→ HOW TO COMPLETE THIS TASK
Copy the lines below verbatim. Begin with the first and end with the line containing "static void text(SkCanvas*".

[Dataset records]
****************************************
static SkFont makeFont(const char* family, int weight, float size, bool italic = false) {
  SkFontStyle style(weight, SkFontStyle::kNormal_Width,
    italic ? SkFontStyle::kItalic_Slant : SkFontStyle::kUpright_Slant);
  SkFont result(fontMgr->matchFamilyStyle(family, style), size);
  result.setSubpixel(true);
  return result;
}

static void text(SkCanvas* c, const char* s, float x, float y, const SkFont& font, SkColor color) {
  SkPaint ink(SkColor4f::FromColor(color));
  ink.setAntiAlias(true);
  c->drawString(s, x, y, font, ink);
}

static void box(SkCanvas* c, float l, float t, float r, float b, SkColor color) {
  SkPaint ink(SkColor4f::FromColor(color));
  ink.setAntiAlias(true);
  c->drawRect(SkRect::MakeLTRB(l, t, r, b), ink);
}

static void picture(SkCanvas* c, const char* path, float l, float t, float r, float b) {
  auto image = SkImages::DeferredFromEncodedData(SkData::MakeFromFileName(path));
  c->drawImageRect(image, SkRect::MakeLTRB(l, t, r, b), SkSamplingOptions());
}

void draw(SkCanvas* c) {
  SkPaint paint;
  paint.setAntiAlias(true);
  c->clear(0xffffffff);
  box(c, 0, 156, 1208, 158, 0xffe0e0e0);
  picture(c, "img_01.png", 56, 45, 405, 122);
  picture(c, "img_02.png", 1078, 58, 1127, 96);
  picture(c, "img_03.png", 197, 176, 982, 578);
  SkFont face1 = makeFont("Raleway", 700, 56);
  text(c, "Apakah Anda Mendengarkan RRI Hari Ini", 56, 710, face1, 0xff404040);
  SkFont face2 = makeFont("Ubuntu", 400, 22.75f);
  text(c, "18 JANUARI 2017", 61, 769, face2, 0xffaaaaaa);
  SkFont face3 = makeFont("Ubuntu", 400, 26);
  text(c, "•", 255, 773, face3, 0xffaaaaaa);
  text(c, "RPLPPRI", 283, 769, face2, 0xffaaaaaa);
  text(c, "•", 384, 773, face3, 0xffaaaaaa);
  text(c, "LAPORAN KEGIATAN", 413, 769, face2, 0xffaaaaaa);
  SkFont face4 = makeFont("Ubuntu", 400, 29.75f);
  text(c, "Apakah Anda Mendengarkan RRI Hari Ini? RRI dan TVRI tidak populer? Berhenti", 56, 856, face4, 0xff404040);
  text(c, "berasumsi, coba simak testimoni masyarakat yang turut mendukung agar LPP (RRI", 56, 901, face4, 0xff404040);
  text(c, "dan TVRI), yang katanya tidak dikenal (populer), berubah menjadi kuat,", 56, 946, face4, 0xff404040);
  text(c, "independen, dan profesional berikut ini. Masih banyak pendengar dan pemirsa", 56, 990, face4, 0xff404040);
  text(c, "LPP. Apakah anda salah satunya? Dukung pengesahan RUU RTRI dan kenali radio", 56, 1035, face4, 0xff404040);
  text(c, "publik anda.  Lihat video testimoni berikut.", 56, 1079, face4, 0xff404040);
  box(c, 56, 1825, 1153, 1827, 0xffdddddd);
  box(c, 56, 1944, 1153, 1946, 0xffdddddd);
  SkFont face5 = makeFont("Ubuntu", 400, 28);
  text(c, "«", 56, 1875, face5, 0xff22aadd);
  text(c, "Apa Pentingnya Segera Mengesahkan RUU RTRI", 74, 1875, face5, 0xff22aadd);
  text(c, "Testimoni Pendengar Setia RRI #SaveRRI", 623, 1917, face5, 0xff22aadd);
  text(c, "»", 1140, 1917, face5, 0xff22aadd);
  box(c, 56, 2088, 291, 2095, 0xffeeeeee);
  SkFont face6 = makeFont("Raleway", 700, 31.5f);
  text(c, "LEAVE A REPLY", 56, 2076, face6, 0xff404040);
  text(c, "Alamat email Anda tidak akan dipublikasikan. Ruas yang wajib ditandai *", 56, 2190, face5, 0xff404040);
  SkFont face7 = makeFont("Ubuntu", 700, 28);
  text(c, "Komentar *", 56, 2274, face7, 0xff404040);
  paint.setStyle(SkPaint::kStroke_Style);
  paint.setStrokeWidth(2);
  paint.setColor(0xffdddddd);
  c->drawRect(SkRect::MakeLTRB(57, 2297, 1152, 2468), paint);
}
****************************************
→ PROBLEM SOLUTION
static SkFont makeFont(const char* family, int weight, float size, bool italic = false) {
  SkFontStyle style(weight, SkFontStyle::kNormal_Width,
    italic ? SkFontStyle::kItalic_Slant : SkFontStyle::kUpright_Slant);
  SkFont result(fontMgr->matchFamilyStyle(family, style), size);
  result.setSubpixel(true);
  return result;
}

static void text(SkCanvas* c, const char* s, float x, float y, const SkFont& font, SkColor color) {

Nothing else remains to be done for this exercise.